Le peuplement paléolithique
V - Le peuplement paléolithique du
bassin de Vinça et des berges du barrage sur la Têt
Une partie de cet espace déborde un peu du cadre cartographique présenté sur la carte, mais ne peut s’en séparer pour une compréhension globale. Il n’a été touché par
l’incendie qu’en rive gauche de la Têt, sur le versant sud
très abrupt du plateau de Tarerach, à la Coma d’Outreilla
(ill. 2). En rive droite, les alluvions quaternaires forment
donc un autre compartiment de la vallée du Conflent,
logé entre l’échine tertiaire de Conillac-Puigs Baixos s’appuyant sur le verrou granitique de Sant Pere où s’ancre
le barrage, vers l’est, et celle de Vente Farine – Serrat d’en
Molins, dominant vers l’ouest le ravin de la Lentilla et s’accrochant sur le piton cristallin du Castello. L’encaissement
du bassin entre les croupes tertiaires est sans doute dû à
un creusement de la Lentilla, avant que cette rivière ne
soit captée par le Llech, coulant à l’ouest, au cours du
Würm (T1). L’érosion fluviatile n’a ensuite que peu touché cette cuvette drainée par trois modestes ruisseaux :
Le Real-Sahorle, Les Escoumes et Le Conillac.

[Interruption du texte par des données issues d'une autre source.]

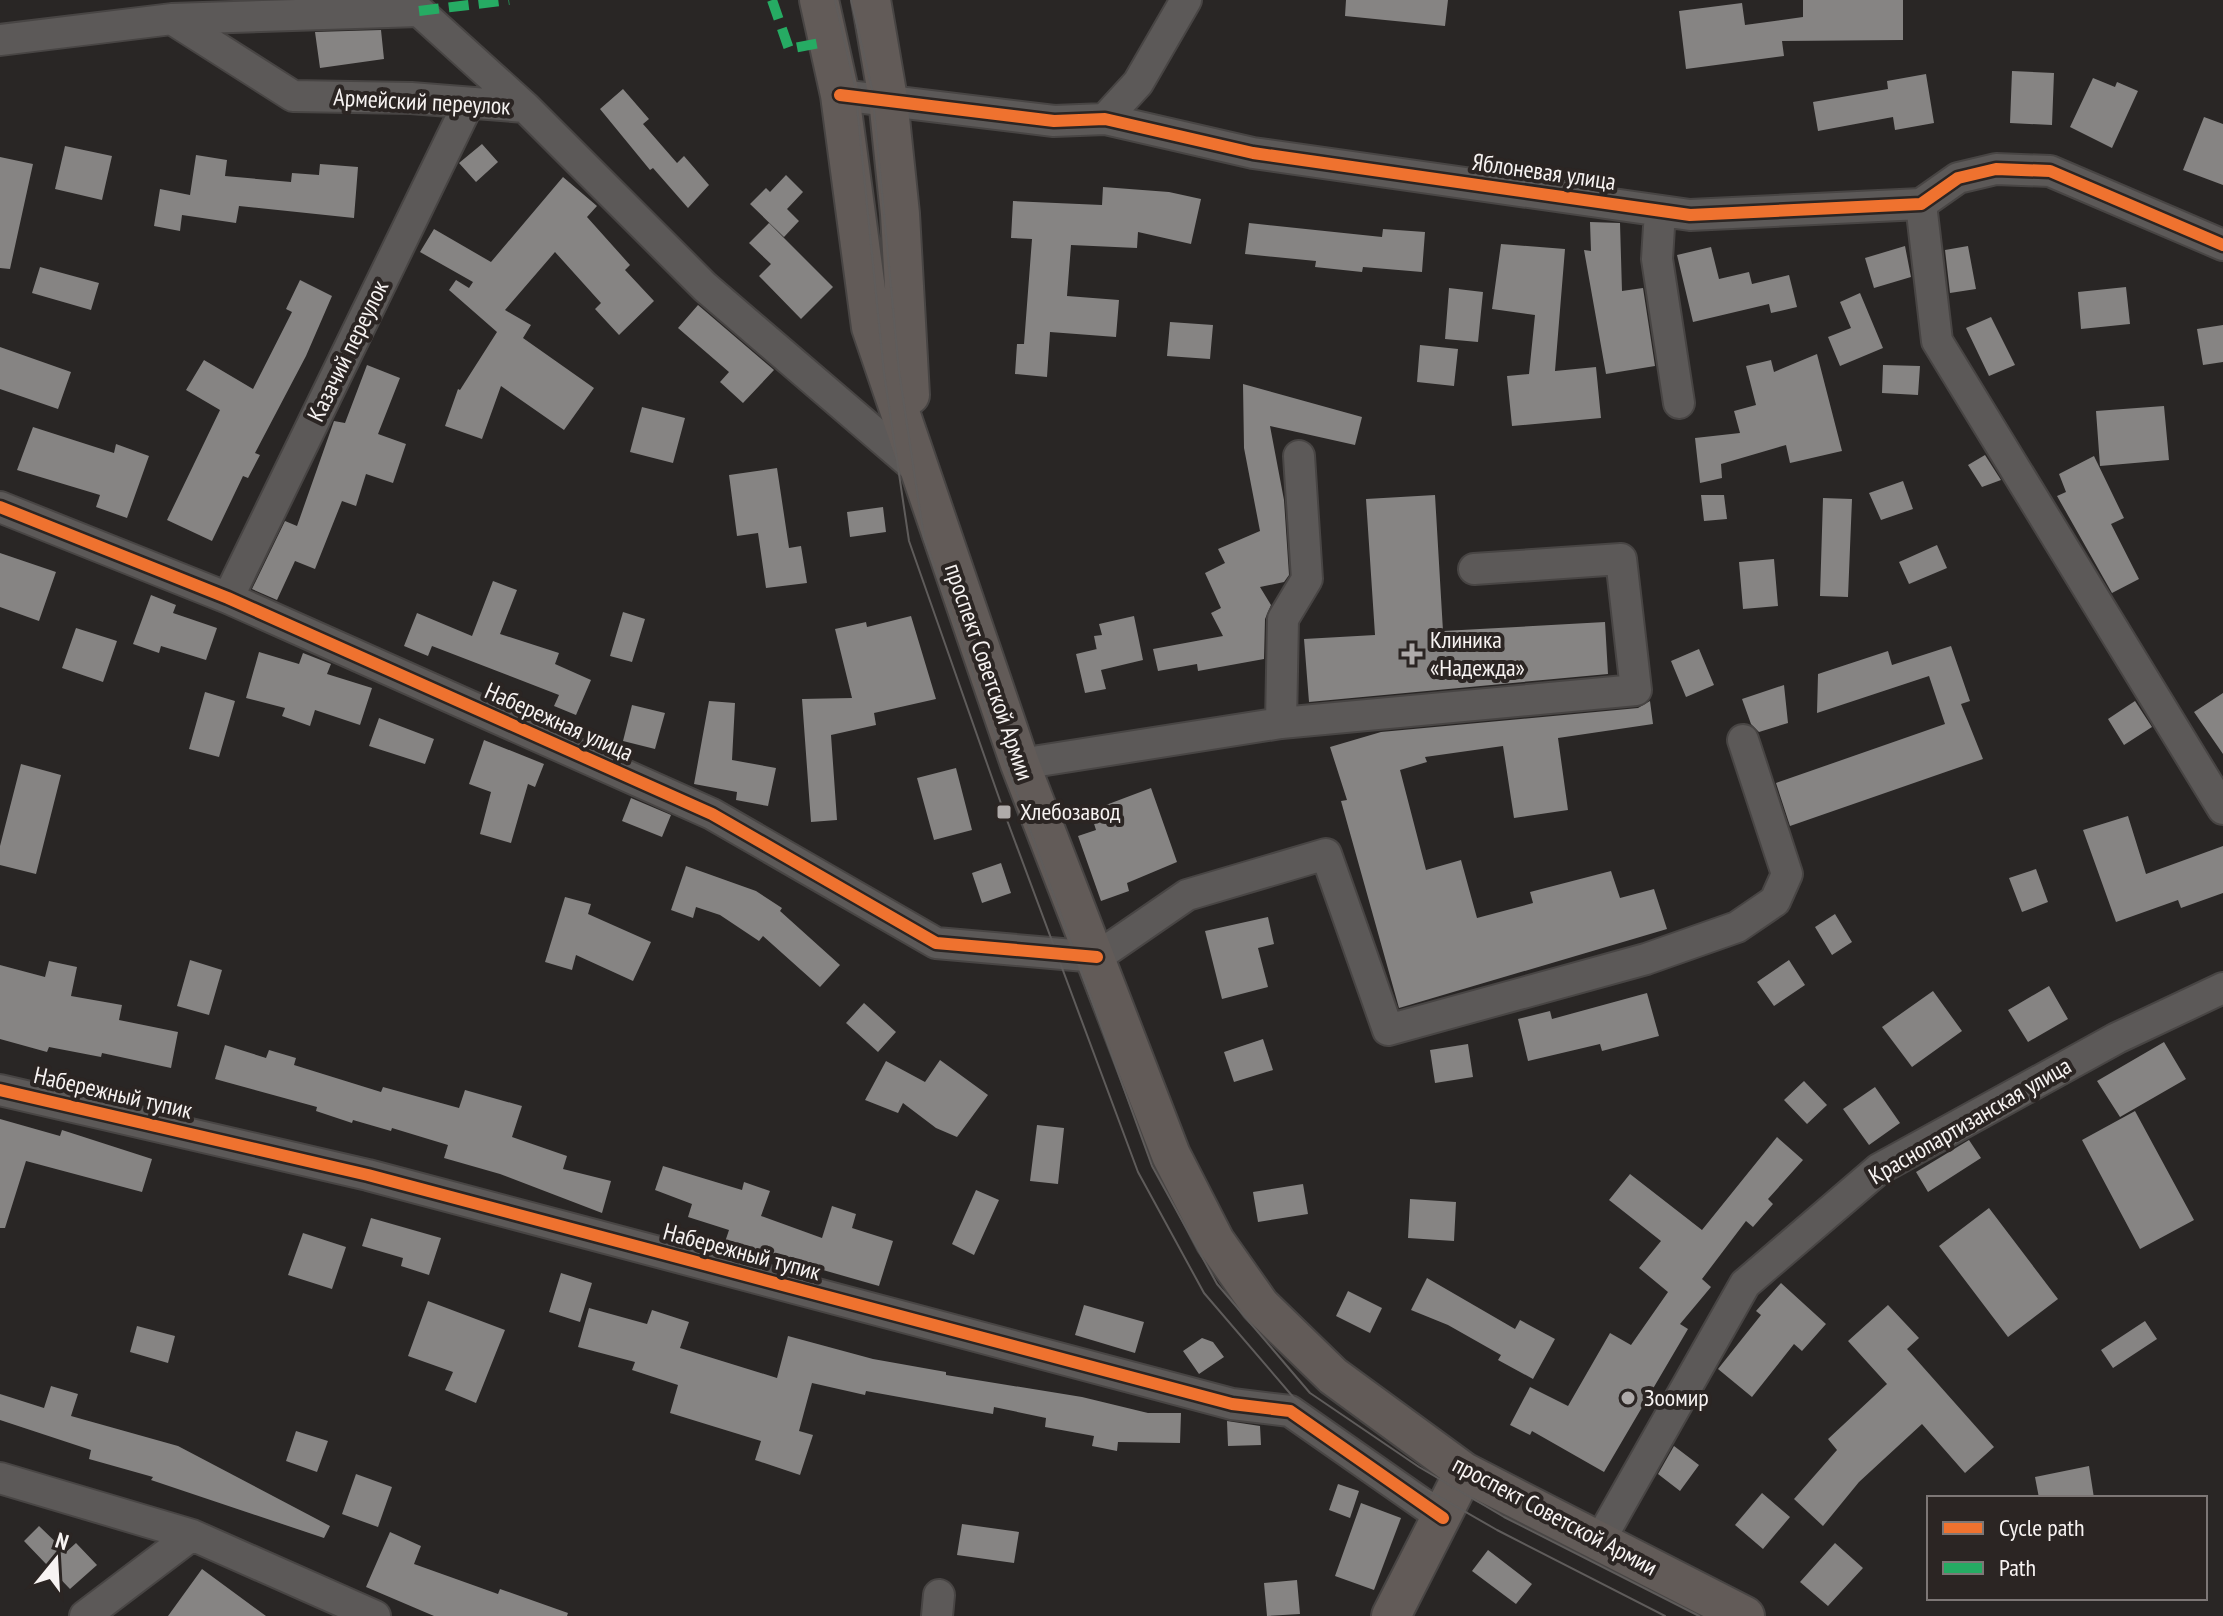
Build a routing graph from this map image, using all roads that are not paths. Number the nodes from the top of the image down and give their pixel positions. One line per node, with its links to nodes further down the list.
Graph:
1 (1186, 0): 10 (street)
2 (874, 8): 7 (main road, проспект Советской Армии)
3 (823, 13): 6 (main road, проспект Советской Армии)
4 (172, 19): 5 (street); 8 (street, Армейский переулок); 9 (street)
5 (0, 40)
6 (840, 95): 7 (street, Яблоневая улица); 16 (main road, проспект Советской Армии)
7 (888, 99): 10 (street, Яблоневая улица); 16 (main road, проспект Советской Армии)
8 (468, 104): 9 (street, Армейский переулок); 19 (street, Казачий переулок)
9 (525, 107): 16 (street, Армейский переулок)
10 (1105, 119): 12 (street, Яблоневая улица)
11 (1921, 204): 12 (street, Яблоневая улица); 13 (street); 23 (street)
12 (1660, 211): 14 (street)
13 (2223, 245)
14 (1679, 403)
15 (1299, 456): 20 (street)
16 (917, 469): 22 (main road, проспект Советской Армии)
17 (0, 507): 19 (street, Набережная улица)
18 (1474, 569): 20 (street)
19 (228, 598): 24 (street, Набережная улица)
20 (1281, 723): 22 (street)
21 (1743, 740): 24 (street)
22 (1020, 764): 24 (main road, проспект Советской Армии)
23 (2223, 809)
24 (1097, 957): 27 (main road, проспект Советской Армии)
25 (2223, 988): 31 (street, Краснопартизанская улица)
26 (0, 1090): 29 (street, Набережный тупик)
27 (1464, 1472): 29 (main road); 31 (main road, проспект Советской Армии)
28 (0, 1478): 30 (street)
29 (1443, 1518): 34 (main road)
30 (192, 1535): 32 (street); 33 (street)
31 (1600, 1540): 35 (main road, проспект Советской Армии)
32 (85, 1616)
33 (375, 1616)
34 (1391, 1616)
35 (1745, 1616)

Mis à part la présence de quelques rarissimes galets de
quartz teintés d’une patine jaune pâle en position secondaire sur la terrasse T1, le long du fleuve, les industries
lithiques de ce bassin sont produites à partir de galets
de quartz ou quartzites non altérés et de galets de jaspes
ferrugineux issus de la vallée du Llech-Lentilla
V.1 - Les hautes terrasses du bassin
En amont, vers le sud et le village de Joch, un glacis T1
dérivant du piémont du Canigou ainsi que des sols limoneux bruns nappent les hautes formations alluviales de la
Lentilla qui sont rapportées au plan T2 et qui sont visiblement découplées en plusieurs niveaux jusqu’au village de
Vinça, entre les côtes 310 et 250 m, à partir de laquelle
s’étalent les nappes T1 de la Têt. Ce plan n’a pas été prospecté. Vers l’est, au débouché des gorges de la Lentilla à
Finestret et à sa confluence actuelle avec le Llech, dans la
commune voisine d’Espira-de-Conflent, une haute terrasse de la rive gauche (alt. 330‑350 m) est également donnée
comme rissienne. Elle s’emboîte dans des accumulations
détritiques du Néogène témoignant du démantèlement
des filons de quartz et de jaspes issus des affleurements
paléozoïques situés dans ce contrefort du Canigou, entre
Prades et Vinça. Cette terrasse altérée, dont les surfaces
aux sols rougis ont presque partout été nivelées au bulldozer, livre de gros galets de jaspes ainsi qu’une industrie
taillée dans ce matériau et dont les états de surface sont
très divers, quelques artefacts étant très usés.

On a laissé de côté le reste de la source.